Material to process Block Start

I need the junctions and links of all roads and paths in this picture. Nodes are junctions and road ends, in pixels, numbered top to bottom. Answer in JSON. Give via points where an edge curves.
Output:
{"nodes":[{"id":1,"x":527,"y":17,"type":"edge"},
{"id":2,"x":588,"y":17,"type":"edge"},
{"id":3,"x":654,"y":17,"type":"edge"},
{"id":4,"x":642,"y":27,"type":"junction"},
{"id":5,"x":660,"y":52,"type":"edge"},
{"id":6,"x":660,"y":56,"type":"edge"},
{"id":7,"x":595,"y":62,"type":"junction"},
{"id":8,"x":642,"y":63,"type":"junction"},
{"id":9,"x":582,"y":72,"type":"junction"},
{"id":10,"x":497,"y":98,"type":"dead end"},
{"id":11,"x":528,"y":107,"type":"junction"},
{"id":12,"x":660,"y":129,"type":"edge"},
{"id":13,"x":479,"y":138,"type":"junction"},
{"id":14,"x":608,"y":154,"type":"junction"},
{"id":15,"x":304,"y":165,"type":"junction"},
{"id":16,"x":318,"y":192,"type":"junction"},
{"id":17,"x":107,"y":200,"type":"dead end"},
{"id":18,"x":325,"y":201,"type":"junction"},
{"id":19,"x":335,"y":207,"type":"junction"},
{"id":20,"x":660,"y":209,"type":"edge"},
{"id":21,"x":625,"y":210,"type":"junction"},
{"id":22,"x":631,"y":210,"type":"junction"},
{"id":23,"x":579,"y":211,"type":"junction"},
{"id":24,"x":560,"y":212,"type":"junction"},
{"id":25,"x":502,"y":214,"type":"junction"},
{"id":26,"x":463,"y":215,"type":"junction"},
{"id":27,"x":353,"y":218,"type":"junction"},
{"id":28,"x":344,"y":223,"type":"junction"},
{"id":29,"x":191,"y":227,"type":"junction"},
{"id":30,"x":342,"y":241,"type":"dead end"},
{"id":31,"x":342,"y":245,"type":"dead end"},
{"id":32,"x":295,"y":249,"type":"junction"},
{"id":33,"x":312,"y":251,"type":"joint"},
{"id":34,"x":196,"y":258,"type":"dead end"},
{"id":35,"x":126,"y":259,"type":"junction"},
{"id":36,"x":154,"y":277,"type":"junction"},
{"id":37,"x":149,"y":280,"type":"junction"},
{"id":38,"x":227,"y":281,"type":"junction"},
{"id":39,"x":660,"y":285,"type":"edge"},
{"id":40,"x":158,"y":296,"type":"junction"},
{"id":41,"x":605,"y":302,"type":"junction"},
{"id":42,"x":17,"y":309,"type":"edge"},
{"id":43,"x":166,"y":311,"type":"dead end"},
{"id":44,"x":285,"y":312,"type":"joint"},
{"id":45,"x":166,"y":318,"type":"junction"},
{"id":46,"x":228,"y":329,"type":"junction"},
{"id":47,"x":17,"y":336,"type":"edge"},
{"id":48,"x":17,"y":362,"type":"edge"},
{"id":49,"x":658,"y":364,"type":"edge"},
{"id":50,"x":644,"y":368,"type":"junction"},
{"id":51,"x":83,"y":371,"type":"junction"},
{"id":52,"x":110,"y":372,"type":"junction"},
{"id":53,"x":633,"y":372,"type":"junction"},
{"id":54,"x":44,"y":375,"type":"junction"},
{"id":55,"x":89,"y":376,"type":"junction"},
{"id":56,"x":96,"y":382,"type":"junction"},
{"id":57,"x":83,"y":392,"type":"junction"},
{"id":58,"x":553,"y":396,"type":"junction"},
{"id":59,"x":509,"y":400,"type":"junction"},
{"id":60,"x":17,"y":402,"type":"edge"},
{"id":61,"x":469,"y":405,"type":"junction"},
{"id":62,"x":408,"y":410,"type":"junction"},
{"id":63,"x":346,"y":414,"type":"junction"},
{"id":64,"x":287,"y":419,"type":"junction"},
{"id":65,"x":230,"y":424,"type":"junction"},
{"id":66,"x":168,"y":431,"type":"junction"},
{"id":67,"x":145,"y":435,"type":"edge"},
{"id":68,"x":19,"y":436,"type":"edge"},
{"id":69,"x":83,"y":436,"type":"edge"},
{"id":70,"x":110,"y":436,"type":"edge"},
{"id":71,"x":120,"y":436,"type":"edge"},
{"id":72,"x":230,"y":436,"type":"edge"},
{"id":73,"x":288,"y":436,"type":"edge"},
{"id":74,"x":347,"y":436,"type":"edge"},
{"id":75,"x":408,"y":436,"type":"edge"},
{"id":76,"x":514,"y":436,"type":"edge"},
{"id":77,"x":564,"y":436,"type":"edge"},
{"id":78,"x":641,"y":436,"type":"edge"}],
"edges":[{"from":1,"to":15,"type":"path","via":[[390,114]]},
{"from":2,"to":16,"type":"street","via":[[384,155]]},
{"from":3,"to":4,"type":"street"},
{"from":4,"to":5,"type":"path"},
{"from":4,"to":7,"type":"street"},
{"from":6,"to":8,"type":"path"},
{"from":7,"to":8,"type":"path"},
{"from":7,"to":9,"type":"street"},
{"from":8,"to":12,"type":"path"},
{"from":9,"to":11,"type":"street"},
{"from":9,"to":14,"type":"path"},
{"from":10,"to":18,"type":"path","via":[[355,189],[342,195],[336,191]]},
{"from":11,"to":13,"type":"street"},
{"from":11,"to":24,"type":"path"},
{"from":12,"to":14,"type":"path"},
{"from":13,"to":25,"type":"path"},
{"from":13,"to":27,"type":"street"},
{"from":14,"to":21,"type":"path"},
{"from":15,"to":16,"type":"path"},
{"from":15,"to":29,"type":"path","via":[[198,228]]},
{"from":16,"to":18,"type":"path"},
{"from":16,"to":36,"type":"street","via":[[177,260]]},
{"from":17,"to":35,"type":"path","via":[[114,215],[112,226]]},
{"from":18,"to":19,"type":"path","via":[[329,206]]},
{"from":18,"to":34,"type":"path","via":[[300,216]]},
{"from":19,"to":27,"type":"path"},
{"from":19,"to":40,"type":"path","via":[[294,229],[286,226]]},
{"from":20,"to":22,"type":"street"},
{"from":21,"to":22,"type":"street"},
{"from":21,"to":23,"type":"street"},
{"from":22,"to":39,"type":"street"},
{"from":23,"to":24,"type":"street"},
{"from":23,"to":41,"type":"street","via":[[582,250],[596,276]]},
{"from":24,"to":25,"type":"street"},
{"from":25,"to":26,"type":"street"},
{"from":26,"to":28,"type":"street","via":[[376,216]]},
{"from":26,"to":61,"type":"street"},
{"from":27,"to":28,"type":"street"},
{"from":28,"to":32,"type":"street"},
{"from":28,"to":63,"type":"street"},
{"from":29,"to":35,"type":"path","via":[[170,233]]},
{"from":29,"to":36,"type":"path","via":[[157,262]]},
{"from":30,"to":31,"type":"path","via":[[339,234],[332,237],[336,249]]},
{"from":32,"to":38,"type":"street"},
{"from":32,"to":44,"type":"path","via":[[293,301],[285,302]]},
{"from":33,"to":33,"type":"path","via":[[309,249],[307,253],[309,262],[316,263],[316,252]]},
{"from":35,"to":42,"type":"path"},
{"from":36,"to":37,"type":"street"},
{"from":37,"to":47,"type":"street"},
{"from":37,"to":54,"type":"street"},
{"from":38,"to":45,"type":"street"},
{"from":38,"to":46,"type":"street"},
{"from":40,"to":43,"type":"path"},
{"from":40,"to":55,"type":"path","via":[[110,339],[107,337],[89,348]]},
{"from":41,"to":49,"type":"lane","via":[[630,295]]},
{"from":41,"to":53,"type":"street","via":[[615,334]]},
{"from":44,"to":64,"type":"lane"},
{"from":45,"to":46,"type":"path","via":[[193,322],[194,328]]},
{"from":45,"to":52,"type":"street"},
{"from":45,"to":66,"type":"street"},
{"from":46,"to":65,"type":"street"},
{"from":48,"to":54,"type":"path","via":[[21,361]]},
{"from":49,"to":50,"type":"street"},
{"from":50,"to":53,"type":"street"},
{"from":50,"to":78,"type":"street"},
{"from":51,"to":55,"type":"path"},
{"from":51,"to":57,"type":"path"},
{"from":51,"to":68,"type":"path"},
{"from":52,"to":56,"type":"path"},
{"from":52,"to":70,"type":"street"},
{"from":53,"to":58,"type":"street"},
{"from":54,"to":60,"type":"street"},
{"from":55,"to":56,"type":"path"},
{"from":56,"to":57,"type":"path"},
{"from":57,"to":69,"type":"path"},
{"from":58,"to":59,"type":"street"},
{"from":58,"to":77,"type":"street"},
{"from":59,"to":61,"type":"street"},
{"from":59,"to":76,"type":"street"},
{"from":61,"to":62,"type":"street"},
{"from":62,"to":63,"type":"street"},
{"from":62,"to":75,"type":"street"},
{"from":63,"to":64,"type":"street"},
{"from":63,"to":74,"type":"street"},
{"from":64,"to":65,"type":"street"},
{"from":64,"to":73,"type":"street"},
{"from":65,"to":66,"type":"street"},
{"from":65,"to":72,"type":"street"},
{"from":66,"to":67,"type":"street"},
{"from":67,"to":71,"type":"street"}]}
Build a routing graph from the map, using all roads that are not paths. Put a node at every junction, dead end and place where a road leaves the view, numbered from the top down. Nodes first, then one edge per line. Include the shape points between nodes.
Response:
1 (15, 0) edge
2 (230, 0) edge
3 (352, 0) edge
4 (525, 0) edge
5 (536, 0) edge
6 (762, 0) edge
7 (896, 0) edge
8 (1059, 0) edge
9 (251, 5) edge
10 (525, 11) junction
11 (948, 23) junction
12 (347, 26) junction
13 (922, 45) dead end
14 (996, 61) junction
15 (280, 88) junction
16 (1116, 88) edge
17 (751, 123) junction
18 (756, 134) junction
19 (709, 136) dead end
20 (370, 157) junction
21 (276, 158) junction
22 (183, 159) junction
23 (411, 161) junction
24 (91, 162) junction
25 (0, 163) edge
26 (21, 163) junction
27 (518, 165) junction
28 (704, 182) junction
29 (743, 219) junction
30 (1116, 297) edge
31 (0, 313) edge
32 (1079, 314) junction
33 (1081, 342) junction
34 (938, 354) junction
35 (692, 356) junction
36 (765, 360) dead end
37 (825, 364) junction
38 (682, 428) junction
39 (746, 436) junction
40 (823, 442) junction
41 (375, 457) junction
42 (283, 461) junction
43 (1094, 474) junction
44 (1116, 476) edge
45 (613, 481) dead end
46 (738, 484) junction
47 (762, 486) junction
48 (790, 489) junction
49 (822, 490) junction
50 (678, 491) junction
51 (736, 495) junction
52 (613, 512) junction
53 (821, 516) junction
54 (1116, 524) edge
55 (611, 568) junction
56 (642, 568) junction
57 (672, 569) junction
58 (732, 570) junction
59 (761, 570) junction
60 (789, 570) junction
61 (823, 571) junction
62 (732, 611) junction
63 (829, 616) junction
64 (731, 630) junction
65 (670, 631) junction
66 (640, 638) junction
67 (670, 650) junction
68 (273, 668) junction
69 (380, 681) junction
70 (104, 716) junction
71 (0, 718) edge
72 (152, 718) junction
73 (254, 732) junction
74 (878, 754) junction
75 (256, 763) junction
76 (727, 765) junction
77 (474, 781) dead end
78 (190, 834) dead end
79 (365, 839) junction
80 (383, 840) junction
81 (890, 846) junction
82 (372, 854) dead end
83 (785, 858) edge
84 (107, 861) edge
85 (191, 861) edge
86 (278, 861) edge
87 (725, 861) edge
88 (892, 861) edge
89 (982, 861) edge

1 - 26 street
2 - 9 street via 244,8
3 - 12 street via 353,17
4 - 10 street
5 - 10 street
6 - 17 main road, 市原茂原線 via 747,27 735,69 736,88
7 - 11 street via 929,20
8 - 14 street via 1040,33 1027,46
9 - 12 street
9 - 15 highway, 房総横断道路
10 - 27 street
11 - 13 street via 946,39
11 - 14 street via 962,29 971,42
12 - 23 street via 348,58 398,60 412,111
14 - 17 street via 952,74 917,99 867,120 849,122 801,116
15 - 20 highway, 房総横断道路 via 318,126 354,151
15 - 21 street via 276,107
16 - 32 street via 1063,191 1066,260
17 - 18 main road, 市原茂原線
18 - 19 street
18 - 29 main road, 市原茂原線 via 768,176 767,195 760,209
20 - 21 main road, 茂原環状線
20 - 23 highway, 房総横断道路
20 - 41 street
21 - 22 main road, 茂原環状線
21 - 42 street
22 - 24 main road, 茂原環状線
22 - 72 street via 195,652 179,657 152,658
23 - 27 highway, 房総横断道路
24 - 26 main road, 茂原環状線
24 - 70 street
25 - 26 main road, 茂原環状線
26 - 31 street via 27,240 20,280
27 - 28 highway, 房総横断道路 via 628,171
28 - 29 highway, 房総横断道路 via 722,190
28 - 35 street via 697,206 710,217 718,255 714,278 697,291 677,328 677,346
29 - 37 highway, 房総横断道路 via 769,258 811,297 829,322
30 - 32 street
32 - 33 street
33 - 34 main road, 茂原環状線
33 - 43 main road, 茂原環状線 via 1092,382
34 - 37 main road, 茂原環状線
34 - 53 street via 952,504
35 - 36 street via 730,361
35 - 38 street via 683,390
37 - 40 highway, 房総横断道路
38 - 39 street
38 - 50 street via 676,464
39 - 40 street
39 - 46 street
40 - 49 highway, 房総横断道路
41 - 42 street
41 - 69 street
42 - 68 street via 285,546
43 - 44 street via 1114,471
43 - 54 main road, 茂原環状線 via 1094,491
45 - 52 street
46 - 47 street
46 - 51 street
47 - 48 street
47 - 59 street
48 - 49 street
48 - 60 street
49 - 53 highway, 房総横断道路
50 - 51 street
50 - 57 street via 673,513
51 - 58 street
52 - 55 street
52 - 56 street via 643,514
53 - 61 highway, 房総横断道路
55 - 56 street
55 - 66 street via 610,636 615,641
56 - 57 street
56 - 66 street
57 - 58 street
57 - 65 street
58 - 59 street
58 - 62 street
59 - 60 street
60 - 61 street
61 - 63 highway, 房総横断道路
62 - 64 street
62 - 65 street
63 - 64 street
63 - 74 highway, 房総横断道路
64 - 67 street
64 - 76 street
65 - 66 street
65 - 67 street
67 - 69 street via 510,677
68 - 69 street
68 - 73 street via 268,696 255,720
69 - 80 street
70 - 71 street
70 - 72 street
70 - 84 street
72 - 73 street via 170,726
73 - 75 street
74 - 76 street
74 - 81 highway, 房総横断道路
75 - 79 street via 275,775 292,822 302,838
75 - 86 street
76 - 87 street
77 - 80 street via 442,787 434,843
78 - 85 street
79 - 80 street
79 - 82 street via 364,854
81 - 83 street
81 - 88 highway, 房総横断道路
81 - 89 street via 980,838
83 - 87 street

Material to process Block End

- About this task: Please report every line of the records above that contains the word "joint".

- Answer to this task:
{"id":33,"x":312,"y":251,"type":"joint"},
{"id":44,"x":285,"y":312,"type":"joint"},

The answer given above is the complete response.